Biggles is a 1986 British science fiction adventure film directed by John Hough (later released in 1988 in the United States as Biggles: Adventures in Time).[6] The plot involves time travel between the 1980s and World War I, involving the character, Biggles (from the series of novels by W.E. Johns). The film stars Neil Dickson, Alex Hyde-White, and Peter Cushing in his final feature film role.


Catering salesman Jim Ferguson (Alex Hyde-White), living in present-day New York City, is involuntarily transported to 1917, where he saves the life of dashing Royal Flying Corps pilot James "Biggles" Bigglesworth (Neil Dickson) after he is shot down on a photo recon mission. Before he can work out what has happened, Jim is zapped back to the 1980s.

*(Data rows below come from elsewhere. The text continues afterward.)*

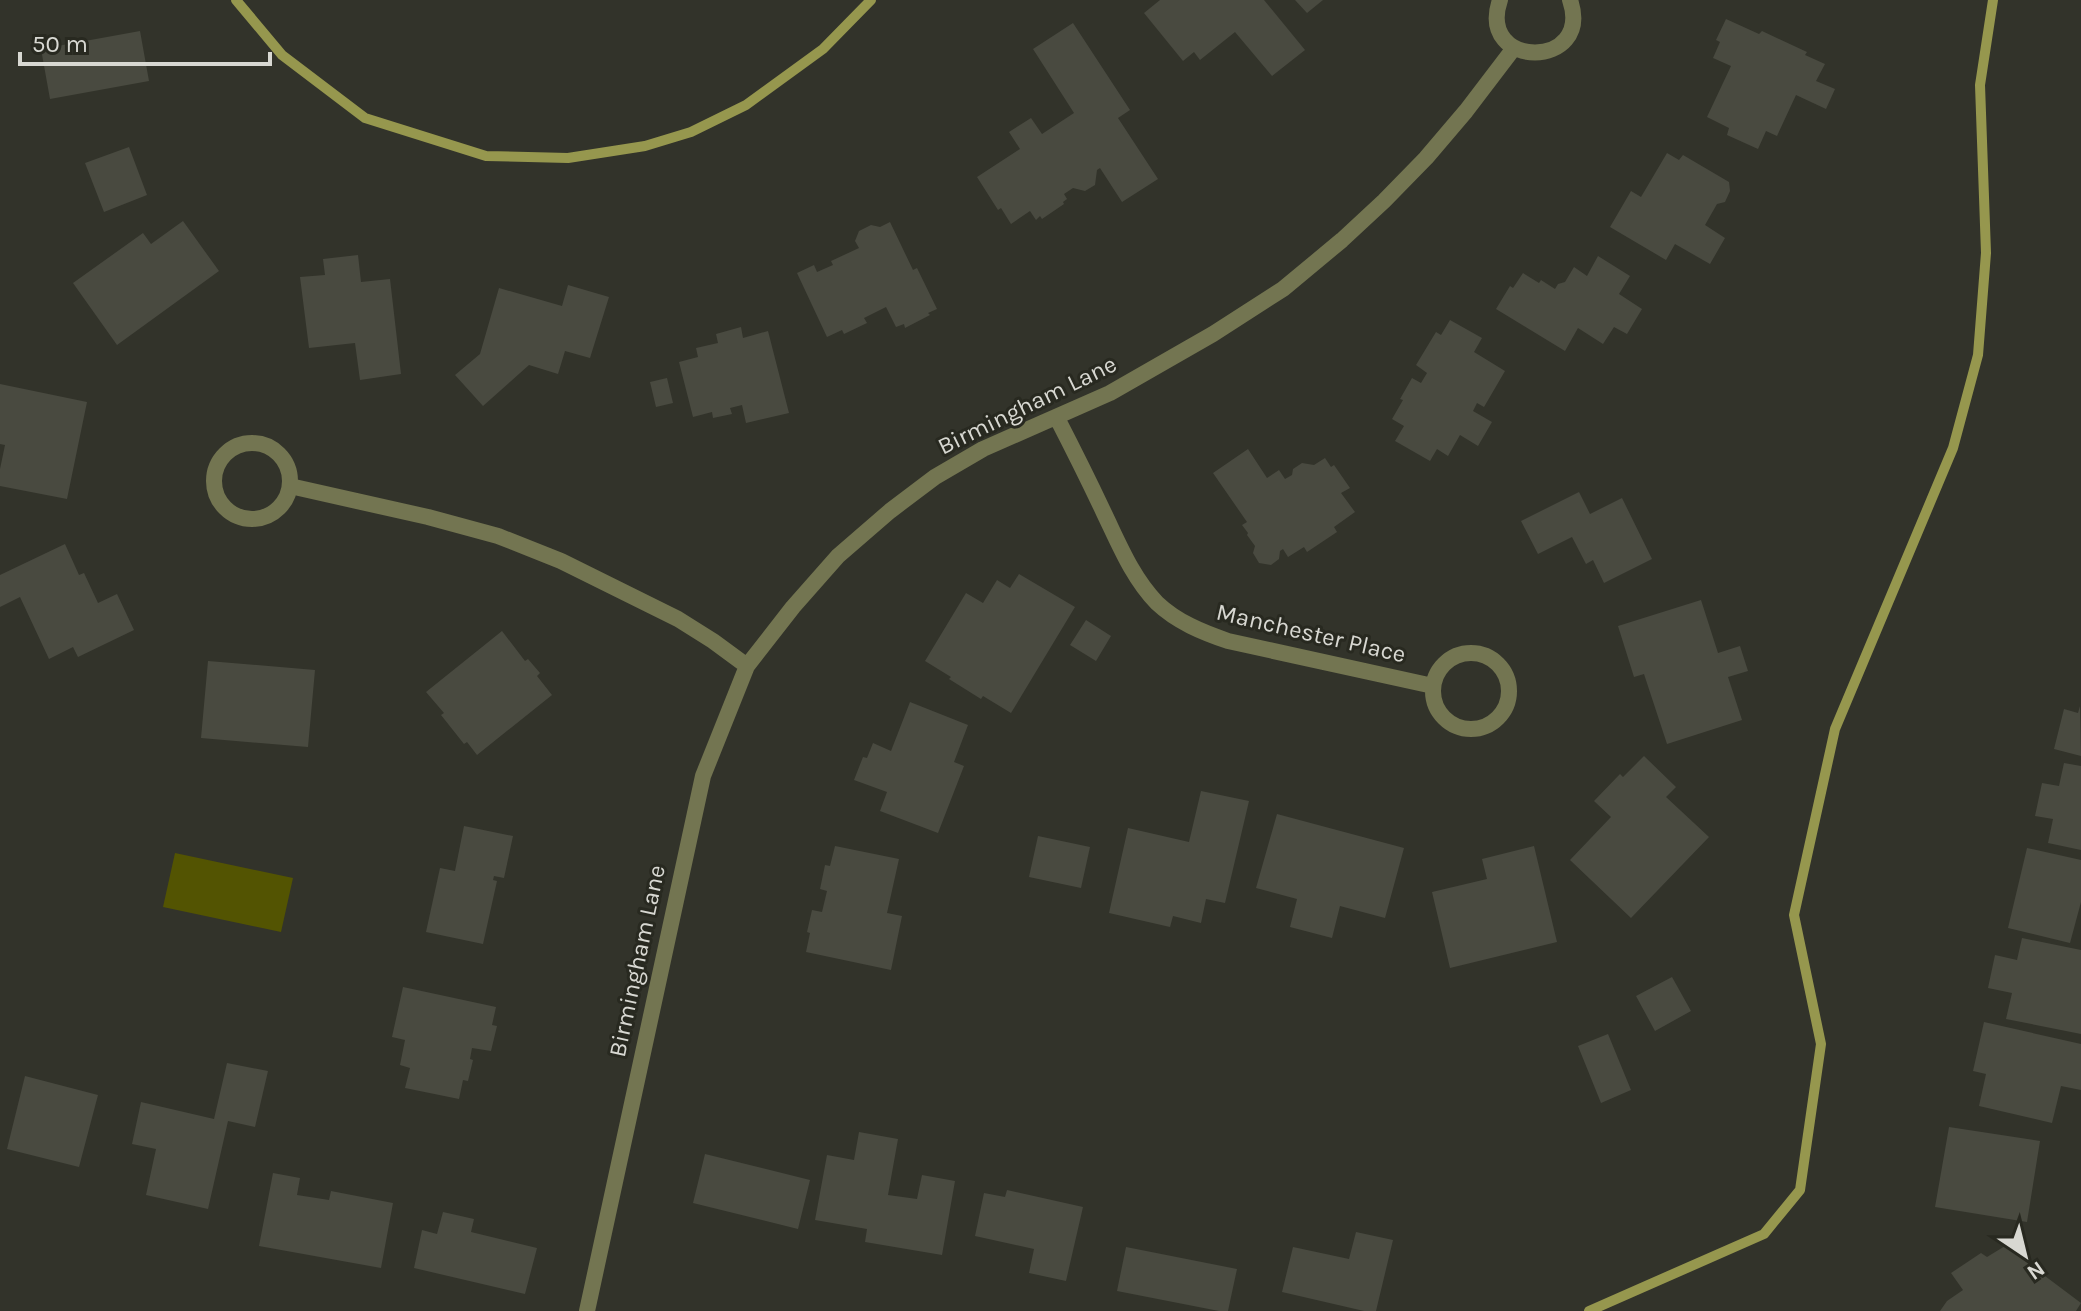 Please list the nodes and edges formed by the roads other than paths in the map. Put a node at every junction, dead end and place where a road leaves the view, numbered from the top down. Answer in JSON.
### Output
{"nodes":[{"id":1,"x":1500,"y":0,"type":"edge"},
{"id":2,"x":1570,"y":0,"type":"edge"},
{"id":3,"x":1514,"y":48,"type":"junction"},
{"id":4,"x":1057,"y":418,"type":"junction"},
{"id":5,"x":290,"y":486,"type":"junction"},
{"id":6,"x":747,"y":666,"type":"junction"},
{"id":7,"x":1433,"y":686,"type":"junction"},
{"id":8,"x":587,"y":1311,"type":"edge"}],
"edges":[{"from":1,"to":3,"type":"street"},
{"from":2,"to":3,"type":"street"},
{"from":3,"to":4,"type":"street","name":"Birmingham Lane"},
{"from":4,"to":6,"type":"street","name":"Birmingham Lane"},
{"from":4,"to":7,"type":"street","name":"Manchester Place"},
{"from":5,"to":5,"type":"street"},
{"from":5,"to":6,"type":"street"},
{"from":6,"to":8,"type":"street","name":"Birmingham Lane"},
{"from":7,"to":7,"type":"street","name":"Manchester Place"}]}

He is visited by Biggles' former commanding officer, William Raymond (Peter Cushing), who is now an Air Commodore living in the Tower Bridge in London. Raymond tells him about his theory that Ferguson and Biggles are "time twins", spontaneously transported through time when the other is in mortal danger. Together, Ferguson and Biggles fight across time and against the odds to stop the Germans by destroying a revolutionary "sound weapon" with a Metropolitan Police helicopter that was stolen by Biggles while they were escaping a SWAT team in 1986 London.

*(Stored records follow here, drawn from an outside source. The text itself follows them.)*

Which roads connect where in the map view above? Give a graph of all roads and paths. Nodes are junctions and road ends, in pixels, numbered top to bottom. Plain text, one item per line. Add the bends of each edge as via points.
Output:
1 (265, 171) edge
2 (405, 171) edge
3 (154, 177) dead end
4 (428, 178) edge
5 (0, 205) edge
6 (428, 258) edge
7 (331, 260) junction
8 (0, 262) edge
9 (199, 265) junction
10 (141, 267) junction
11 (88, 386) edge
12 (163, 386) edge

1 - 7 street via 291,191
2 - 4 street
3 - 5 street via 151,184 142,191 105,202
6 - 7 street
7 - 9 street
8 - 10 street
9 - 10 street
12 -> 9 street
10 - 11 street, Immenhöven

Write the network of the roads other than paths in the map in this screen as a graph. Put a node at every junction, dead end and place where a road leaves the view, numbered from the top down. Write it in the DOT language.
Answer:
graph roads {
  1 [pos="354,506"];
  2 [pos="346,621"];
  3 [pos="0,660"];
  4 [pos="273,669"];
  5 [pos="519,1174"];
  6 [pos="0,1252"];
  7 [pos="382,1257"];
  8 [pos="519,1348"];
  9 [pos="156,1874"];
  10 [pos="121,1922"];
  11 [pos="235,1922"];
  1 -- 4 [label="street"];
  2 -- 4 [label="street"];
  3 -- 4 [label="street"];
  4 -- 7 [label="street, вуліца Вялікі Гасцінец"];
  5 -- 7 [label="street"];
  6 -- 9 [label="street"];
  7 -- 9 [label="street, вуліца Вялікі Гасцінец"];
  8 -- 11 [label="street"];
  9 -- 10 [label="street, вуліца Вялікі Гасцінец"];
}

As early as 1968, and inspired by the success of films such as The Blue Max, it was planned to make a film based on W.E. Johns' books entitled Biggles Sweeps The Skies scripted by Chris Bryant to be filmed in Algeria and financed by Universal Pictures.[7] Pre-production work was completed, including building replica period aircraft. James Fox was tapped to play Biggles and even appeared in promotional material.[8] However, the film was cancelled, due to budgetary and location problems.[9]

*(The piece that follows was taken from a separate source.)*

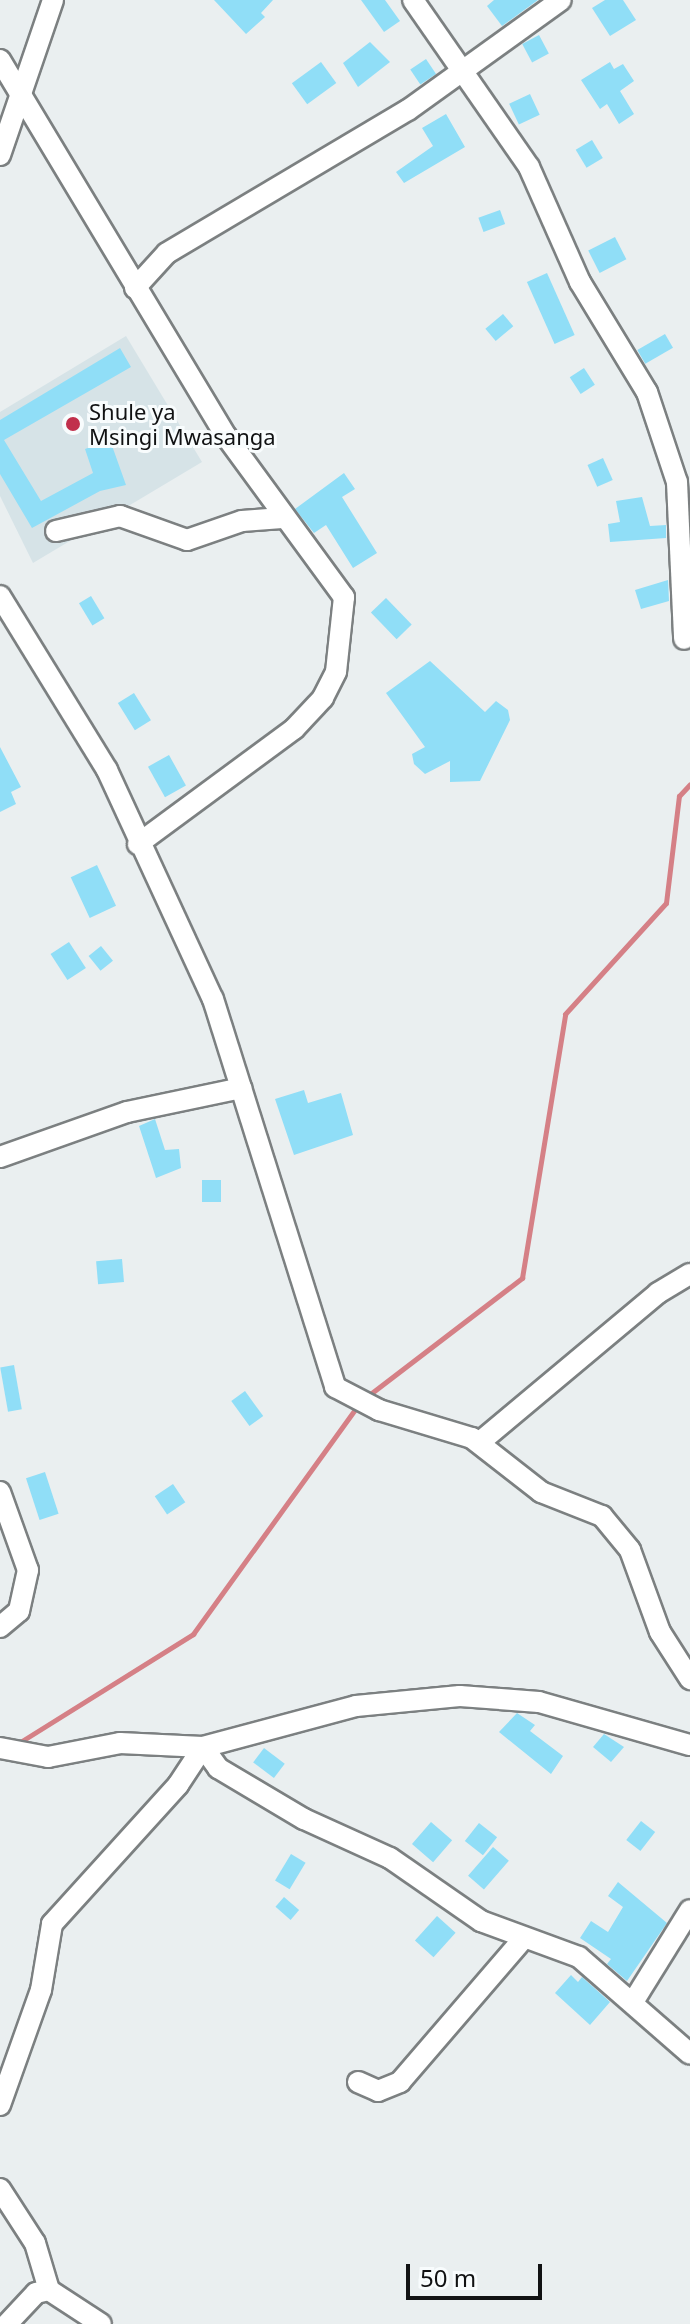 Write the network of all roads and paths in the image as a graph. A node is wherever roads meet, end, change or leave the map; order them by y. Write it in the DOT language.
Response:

Peter James bought the rights to the Biggles stories in 1976, but the film remained in development hell for several years.[10] The film was produced by Kent Walwin's Yellowbill Films. Walwin had plans to make a series of Biggles adventures and other works, stating:

We want to do not only another 'Biggles', but other films… by buying rights in a whole slew of books, we foresaw the fact that we might be able to go on. We were looking for something with the quality of Bond, not just aesthetically in terms of what we could create, but financially. The subject lends itself to a mini-series – and there is almost certainly that somewhere down the line. And we could do another feature. What we are saying is that 'Biggles' is our Bond.[11]

In December 1979, Dudley Moore, who had just become a star with 10, said he would make the film in Europe after he finished Arthur.[12]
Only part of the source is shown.